CA Versailles, 16e ch., 20 février 2014, n° 13/02298

VERSAILLES

Arrêt

Confirmation

COMPOSITION DE LA JURIDICTION

Président :

M. Avel

Conseillers :

Mme Massuet, Mme Lelievre

CA Versailles n° 13/02298

20 février 2014

FAITS ET PROCEDURE,

Par jugement rendu le 30 mai 2008, assorti de l'exécution provisoire, le Conseil des prud'hommes de CERGY-PONTOISE a condamné solidairement Hamid A. et Jamila S. épouse A. à payer à Diana P. la somme de 108.440,63 €.

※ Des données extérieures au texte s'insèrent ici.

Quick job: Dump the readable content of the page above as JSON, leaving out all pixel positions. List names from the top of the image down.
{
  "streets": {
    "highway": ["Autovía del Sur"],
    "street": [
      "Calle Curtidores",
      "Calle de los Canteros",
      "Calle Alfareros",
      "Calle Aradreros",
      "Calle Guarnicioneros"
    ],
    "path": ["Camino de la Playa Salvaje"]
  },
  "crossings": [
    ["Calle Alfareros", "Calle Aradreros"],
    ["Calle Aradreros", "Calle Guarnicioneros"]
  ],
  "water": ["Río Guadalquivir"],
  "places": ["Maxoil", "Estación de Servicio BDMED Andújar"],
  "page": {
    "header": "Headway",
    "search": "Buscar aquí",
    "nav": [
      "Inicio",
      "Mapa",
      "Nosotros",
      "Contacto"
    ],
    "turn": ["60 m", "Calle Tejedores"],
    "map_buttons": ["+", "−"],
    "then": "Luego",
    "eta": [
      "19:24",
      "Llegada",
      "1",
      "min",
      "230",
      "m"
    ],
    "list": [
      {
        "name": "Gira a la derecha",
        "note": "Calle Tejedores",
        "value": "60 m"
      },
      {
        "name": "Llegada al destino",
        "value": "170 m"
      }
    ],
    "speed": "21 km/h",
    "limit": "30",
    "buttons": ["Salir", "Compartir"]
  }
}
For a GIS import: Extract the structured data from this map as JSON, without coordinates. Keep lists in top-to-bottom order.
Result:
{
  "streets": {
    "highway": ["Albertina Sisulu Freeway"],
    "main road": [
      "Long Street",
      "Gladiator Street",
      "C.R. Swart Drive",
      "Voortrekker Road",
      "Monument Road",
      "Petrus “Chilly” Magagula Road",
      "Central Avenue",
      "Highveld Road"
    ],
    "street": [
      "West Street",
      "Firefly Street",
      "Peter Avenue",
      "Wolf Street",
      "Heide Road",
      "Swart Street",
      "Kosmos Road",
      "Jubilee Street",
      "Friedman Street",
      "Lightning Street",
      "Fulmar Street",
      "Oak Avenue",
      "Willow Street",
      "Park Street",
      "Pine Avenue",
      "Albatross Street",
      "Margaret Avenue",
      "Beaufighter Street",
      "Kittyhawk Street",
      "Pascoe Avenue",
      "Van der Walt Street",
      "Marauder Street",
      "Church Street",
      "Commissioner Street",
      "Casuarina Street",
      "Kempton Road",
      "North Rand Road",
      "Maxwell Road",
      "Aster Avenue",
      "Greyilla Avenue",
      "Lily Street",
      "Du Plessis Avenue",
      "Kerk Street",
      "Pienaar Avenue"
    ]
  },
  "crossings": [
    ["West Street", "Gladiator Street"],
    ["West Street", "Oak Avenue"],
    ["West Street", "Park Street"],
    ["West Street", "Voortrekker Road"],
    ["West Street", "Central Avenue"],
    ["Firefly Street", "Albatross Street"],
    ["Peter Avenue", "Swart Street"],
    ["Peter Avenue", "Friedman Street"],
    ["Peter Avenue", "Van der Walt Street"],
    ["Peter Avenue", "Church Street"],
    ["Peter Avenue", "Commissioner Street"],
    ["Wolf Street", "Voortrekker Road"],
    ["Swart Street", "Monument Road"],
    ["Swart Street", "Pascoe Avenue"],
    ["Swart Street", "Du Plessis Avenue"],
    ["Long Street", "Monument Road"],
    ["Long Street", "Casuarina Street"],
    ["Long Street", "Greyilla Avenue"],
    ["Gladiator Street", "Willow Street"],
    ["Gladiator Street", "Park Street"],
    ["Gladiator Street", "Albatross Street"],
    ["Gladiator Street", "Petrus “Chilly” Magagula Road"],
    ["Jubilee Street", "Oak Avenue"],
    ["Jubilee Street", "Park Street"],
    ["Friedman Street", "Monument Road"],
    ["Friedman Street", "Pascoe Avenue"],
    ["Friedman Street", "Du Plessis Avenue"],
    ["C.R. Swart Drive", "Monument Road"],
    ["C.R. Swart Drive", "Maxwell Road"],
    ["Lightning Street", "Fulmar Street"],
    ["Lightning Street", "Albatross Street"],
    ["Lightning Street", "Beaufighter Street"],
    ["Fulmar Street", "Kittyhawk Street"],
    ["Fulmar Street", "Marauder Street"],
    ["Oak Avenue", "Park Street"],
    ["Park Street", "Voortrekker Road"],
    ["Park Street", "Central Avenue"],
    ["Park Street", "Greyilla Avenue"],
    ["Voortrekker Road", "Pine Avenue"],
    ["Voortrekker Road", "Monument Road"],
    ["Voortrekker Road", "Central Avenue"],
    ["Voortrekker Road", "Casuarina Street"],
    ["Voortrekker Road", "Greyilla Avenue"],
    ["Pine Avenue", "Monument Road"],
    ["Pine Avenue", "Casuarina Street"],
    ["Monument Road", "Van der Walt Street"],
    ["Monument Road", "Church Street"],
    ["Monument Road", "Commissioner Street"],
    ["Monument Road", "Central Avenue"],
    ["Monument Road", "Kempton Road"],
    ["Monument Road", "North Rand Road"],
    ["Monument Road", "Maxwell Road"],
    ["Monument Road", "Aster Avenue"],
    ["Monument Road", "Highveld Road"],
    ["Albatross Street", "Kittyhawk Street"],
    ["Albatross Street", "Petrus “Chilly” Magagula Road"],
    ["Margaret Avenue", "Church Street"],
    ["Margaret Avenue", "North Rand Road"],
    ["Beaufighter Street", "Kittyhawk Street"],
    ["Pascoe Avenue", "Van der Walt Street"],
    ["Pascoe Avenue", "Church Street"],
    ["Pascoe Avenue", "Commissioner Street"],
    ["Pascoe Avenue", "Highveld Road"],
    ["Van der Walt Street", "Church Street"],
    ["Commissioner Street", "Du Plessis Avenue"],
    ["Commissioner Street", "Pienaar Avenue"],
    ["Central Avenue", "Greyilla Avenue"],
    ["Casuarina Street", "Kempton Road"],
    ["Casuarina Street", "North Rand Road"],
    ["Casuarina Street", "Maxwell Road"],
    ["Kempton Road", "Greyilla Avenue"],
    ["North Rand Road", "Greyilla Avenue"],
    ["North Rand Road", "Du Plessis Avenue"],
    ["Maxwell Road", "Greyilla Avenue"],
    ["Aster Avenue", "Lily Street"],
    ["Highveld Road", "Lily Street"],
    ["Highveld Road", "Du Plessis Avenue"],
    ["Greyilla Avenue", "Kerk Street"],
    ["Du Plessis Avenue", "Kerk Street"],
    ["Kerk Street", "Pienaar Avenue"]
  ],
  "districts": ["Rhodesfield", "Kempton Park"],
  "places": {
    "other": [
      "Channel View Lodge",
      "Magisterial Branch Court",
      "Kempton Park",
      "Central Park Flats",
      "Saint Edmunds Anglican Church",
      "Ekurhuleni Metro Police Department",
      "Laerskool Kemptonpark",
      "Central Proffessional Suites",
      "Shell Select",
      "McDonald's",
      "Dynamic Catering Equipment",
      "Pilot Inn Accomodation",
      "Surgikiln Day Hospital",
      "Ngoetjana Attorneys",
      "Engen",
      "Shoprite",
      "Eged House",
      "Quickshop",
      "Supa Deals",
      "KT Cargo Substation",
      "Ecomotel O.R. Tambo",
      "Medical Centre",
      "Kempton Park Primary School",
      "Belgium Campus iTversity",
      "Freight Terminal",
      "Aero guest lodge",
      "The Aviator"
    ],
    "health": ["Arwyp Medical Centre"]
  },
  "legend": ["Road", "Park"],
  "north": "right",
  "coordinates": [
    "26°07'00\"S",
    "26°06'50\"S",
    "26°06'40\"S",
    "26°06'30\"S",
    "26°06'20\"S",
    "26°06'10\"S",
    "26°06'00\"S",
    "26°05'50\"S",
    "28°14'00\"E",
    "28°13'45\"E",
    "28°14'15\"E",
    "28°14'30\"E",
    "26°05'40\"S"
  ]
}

Diana P. a fait diligenter le 27 janvier 2009, une saisie attribution entre les mains de Sarah A., portant sur les loyers dont celle-ci se trouve être débitrice envers sa mère Jamila A., au titre d'un contrat de bail relatif à un bien immobilier situé [...], dont le loyer mensuel s'élève à 650 €, ce afin d'obtenir paiement de la somme de 116.282,60 € .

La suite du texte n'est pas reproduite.